Instructions to follow: Every entry in the data that follows should come back exactly, pictures aside.

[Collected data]
--- START ---

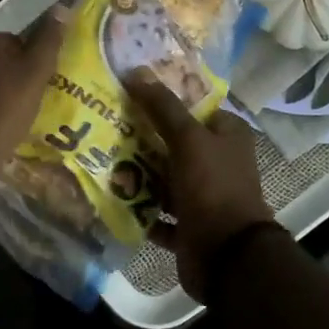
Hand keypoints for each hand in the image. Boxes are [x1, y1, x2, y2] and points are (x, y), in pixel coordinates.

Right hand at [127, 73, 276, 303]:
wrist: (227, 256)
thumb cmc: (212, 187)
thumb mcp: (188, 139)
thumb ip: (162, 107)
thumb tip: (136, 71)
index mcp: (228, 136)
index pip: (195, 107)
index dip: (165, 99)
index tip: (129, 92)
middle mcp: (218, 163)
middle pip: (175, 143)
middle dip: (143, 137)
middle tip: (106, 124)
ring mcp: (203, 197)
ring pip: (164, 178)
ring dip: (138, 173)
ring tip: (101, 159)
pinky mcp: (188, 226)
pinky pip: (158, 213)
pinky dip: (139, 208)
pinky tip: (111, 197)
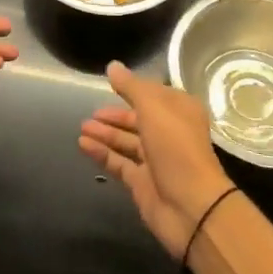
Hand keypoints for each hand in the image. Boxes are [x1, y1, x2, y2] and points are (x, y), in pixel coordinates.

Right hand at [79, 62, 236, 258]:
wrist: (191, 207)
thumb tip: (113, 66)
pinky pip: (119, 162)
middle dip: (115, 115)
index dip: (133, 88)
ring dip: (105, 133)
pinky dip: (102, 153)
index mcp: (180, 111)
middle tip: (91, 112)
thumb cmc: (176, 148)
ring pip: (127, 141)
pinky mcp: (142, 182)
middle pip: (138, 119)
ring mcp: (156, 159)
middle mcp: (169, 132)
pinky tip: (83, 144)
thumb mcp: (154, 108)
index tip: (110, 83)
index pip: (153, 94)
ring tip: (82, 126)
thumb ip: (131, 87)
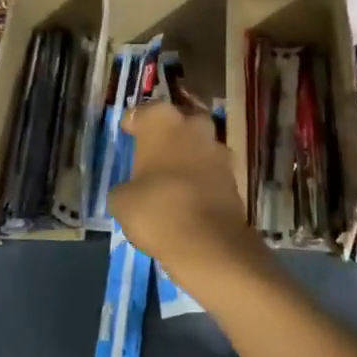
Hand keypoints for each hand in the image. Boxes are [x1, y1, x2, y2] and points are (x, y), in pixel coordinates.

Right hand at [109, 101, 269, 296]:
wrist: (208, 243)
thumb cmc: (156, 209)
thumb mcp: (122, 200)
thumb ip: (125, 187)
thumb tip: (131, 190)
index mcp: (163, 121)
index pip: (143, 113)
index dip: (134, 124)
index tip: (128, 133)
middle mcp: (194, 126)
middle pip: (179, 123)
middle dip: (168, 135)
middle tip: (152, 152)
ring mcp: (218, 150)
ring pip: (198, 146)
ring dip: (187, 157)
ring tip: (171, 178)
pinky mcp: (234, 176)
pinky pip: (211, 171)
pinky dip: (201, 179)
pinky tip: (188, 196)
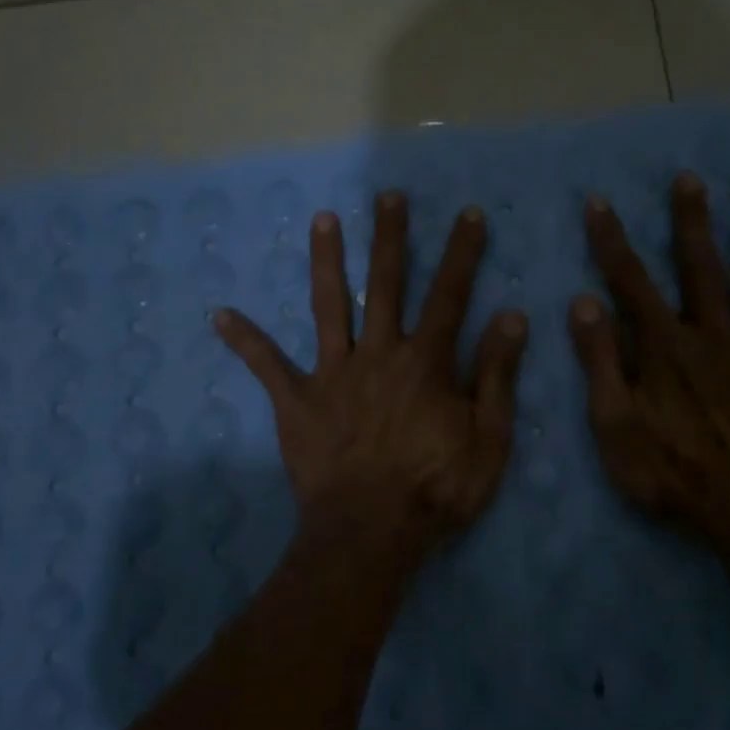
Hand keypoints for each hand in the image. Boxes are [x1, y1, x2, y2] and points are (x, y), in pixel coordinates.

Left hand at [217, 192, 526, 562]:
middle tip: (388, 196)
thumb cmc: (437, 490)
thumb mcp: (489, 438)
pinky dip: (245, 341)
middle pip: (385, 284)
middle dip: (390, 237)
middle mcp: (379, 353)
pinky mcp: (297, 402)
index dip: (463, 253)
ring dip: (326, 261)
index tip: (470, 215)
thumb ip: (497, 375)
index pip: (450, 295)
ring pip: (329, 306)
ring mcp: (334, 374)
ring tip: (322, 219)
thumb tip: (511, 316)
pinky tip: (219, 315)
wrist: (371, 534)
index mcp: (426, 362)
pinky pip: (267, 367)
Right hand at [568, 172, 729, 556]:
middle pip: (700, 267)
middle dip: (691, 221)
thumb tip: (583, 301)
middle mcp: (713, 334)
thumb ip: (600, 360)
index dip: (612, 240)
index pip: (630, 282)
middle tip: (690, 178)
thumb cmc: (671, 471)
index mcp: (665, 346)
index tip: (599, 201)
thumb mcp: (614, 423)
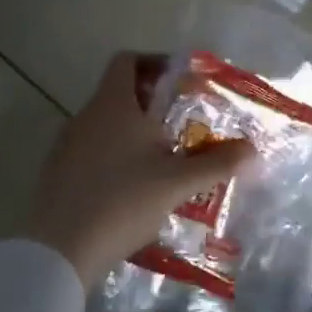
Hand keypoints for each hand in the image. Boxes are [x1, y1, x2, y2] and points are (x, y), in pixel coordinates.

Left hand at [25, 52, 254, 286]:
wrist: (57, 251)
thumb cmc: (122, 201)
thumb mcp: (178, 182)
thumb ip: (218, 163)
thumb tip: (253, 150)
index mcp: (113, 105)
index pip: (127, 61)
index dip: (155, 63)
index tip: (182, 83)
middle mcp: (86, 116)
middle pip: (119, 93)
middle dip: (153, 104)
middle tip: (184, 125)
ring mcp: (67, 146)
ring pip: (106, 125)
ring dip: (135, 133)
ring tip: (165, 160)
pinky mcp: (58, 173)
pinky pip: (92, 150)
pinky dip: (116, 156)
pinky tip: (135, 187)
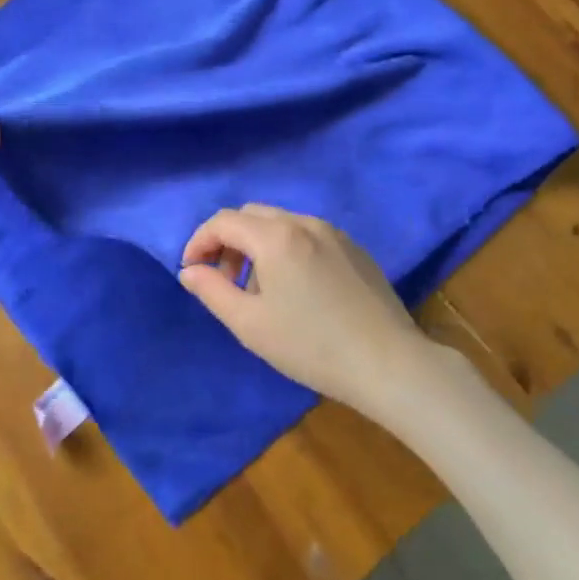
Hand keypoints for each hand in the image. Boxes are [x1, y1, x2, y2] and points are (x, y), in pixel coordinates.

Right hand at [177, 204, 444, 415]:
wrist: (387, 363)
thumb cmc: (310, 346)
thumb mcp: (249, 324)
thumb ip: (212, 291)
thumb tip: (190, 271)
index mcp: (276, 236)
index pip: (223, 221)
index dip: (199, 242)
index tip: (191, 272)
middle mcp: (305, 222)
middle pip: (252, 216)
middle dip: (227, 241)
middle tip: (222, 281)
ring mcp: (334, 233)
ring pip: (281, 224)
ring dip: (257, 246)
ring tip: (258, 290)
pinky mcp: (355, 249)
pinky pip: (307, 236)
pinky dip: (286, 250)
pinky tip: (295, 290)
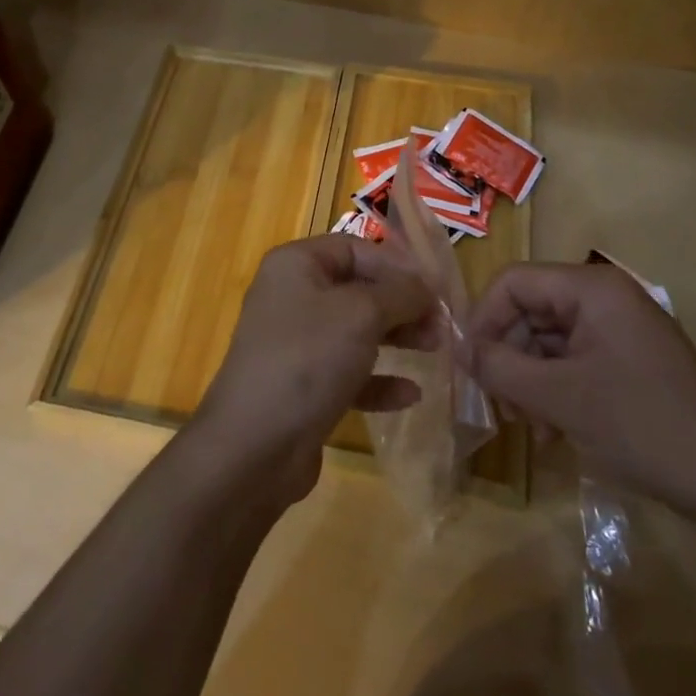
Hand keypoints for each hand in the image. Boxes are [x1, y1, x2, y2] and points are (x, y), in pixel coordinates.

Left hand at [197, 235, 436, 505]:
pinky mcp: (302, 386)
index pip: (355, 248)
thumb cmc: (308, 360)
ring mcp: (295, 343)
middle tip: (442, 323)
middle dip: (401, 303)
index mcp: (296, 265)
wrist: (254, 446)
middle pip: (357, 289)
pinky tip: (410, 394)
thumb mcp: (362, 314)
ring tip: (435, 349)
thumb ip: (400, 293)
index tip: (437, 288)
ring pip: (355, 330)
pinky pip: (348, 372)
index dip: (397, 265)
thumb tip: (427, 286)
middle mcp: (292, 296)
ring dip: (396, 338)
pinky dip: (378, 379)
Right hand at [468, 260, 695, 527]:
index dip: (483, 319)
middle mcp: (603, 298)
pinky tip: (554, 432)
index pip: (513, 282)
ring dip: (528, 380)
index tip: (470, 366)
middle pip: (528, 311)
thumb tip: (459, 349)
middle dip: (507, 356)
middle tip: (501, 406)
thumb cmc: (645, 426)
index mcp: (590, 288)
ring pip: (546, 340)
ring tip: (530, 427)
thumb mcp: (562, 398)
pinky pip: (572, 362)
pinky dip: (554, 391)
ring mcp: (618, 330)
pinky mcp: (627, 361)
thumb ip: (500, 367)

--- END ---

Solution to the problem:
Hand keypoints for each hand in the image. Boxes are [x1, y1, x2, y2] and points are (x, y), in pixel coordinates.

Right hand at [127, 73, 276, 303]:
wrist: (227, 256)
thumb cmc: (212, 187)
thumb mcp: (188, 139)
thumb ip: (162, 107)
thumb tip: (136, 71)
index mcp: (228, 136)
index pip: (195, 107)
index dip: (165, 99)
index tip: (129, 92)
middle mcp: (218, 163)
middle pip: (175, 143)
middle dip: (143, 137)
middle tip: (106, 124)
ring mcp: (203, 197)
ring pip: (164, 178)
ring dip: (138, 173)
ring tip: (101, 159)
pinky mcp: (188, 226)
pinky pip: (158, 213)
pinky dip: (139, 208)
pinky tip: (111, 197)
Hand keypoints for each hand in the image. Boxes are [x1, y1, x2, y2] and points are (x, y), in pixel coordinates.

Right hand at [79, 62, 236, 258]:
wrist: (191, 207)
thumb tip: (113, 66)
pinky pip: (119, 162)
middle dip: (115, 115)
index dip: (133, 88)
ring dip: (105, 133)
pinky dip: (102, 153)
index mcp: (180, 111)
middle tip: (91, 112)
thumb cmc: (176, 148)
ring pip: (127, 141)
pinky mcp: (142, 182)
middle pip: (138, 119)
ring mcp: (156, 159)
middle mcp: (169, 132)
pinky tip: (83, 144)
thumb mcp: (154, 108)
index tip: (110, 83)
index pip: (153, 94)
ring tip: (82, 126)
thumb ip: (131, 87)
Hand keypoints for each hand in the image. Boxes are [x1, y1, x2, y2] and points are (x, y), in pixel coordinates.

Right hand at [109, 101, 269, 296]:
wrist: (208, 243)
thumb cmc: (156, 209)
thumb mcp: (122, 200)
thumb ip: (125, 187)
thumb tip: (131, 190)
index mcp: (163, 121)
index pip: (143, 113)
index dip: (134, 124)
index tip: (128, 133)
middle mcp: (194, 126)
middle pip: (179, 123)
middle dip: (168, 135)
middle tip: (152, 152)
ring mcp: (218, 150)
ring pip: (198, 146)
ring dip: (187, 157)
ring tip: (171, 178)
pinky mcp: (234, 176)
pinky pip: (211, 171)
pinky dip: (201, 179)
pinky tip: (188, 196)
Hand keypoints for each hand in the image. Boxes are [x1, y1, x2, y2] and points are (x, y), in pixel coordinates.

Left hand at [217, 192, 526, 562]:
middle tip: (388, 196)
thumb cmc: (437, 490)
thumb mcp: (489, 438)
pinky dip: (245, 341)
middle pip: (385, 284)
middle dip: (390, 237)
middle mcp: (379, 353)
pinky mcp: (297, 402)
index dip: (463, 253)
ring dip: (326, 261)
index tip: (470, 215)
thumb ip: (497, 375)
index pip: (450, 295)
ring pip: (329, 306)
ring mcp: (334, 374)
ring tip: (322, 219)
thumb tip: (511, 316)
pinky tip: (219, 315)
wrist: (371, 534)
index mcp: (426, 362)
pinky pip: (267, 367)
Right hand at [568, 172, 729, 556]:
middle pip: (700, 267)
middle dip: (691, 221)
thumb tip: (583, 301)
middle mcp: (713, 334)
thumb ip: (600, 360)
index dip: (612, 240)
index pip: (630, 282)
middle tip: (690, 178)
thumb cmc: (671, 471)
index mcp: (665, 346)
index tip: (599, 201)
thumb mcp: (614, 423)
Hand keypoints for each hand in the image. Boxes are [x1, y1, x2, y2] and points are (x, y), in pixel coordinates.

Left hand at [25, 52, 254, 286]:
wrist: (57, 251)
thumb cmc: (122, 201)
thumb mcp: (178, 182)
thumb ip: (218, 163)
thumb tip: (253, 150)
index mcp: (113, 105)
index pip: (127, 61)
index dip: (155, 63)
index tip: (182, 83)
middle mcp: (86, 116)
middle pip: (119, 93)
middle dip: (153, 104)
middle tip: (184, 125)
ring mcp: (67, 146)
ring pip: (106, 125)
ring dip: (135, 133)
ring tip: (165, 160)
pinky mcp: (58, 173)
pinky pip: (92, 150)
pinky dip: (116, 156)
pinky tip: (135, 187)
Hand keypoints for each hand in the image. Boxes are [x1, y1, x2, y2] and points are (x, y), in pixel coordinates.

Right hand at [177, 204, 444, 415]:
wrist: (387, 363)
thumb cmc: (310, 346)
thumb mcp: (249, 324)
thumb ip: (212, 291)
thumb tip: (190, 271)
index mcp: (276, 236)
index pip: (223, 221)
index dip: (199, 242)
index tip: (191, 272)
middle mcp: (305, 222)
middle pip: (252, 216)
middle dip: (227, 241)
middle tip: (222, 281)
ring mcp: (334, 233)
ring pip: (281, 224)
ring dip: (257, 246)
ring tip: (258, 290)
pinky mcp: (355, 249)
pinky pip: (307, 236)
pinky dip: (286, 250)
pinky tip: (295, 290)
Hand keypoints for each hand in the image. Boxes are [x1, y1, x2, y2] and points are (x, y), in pixel coordinates.

Left hand at [197, 235, 436, 505]:
pinky mcp: (302, 386)
index pip: (355, 248)
thumb cmc: (308, 360)
ring mcp: (295, 343)
middle tip: (442, 323)
middle dip: (401, 303)
index mcp: (296, 265)
wrist: (254, 446)
middle pip: (357, 289)
pinky tip: (410, 394)
thumb mcp: (362, 314)
ring tip: (435, 349)
thumb ip: (400, 293)
index tip: (437, 288)
ring pip: (355, 330)
pinky pip: (348, 372)
index dip: (397, 265)
thumb tip: (427, 286)
middle mcp: (292, 296)
ring dip: (396, 338)
pinky dip: (378, 379)
Right hand at [468, 260, 695, 527]:
index dip: (483, 319)
middle mcp: (603, 298)
pinky tip: (554, 432)
index pip: (513, 282)
ring dip: (528, 380)
index tip: (470, 366)
middle pip: (528, 311)
thumb tip: (459, 349)
middle dip: (507, 356)
middle tip: (501, 406)
thumb cmc: (645, 426)
index mcp: (590, 288)
ring pip: (546, 340)
ring tip: (530, 427)
thumb mcp: (562, 398)
pinky pip: (572, 362)
pinky dip: (554, 391)
ring mcp: (618, 330)
pinky mcp: (627, 361)
thumb ip: (500, 367)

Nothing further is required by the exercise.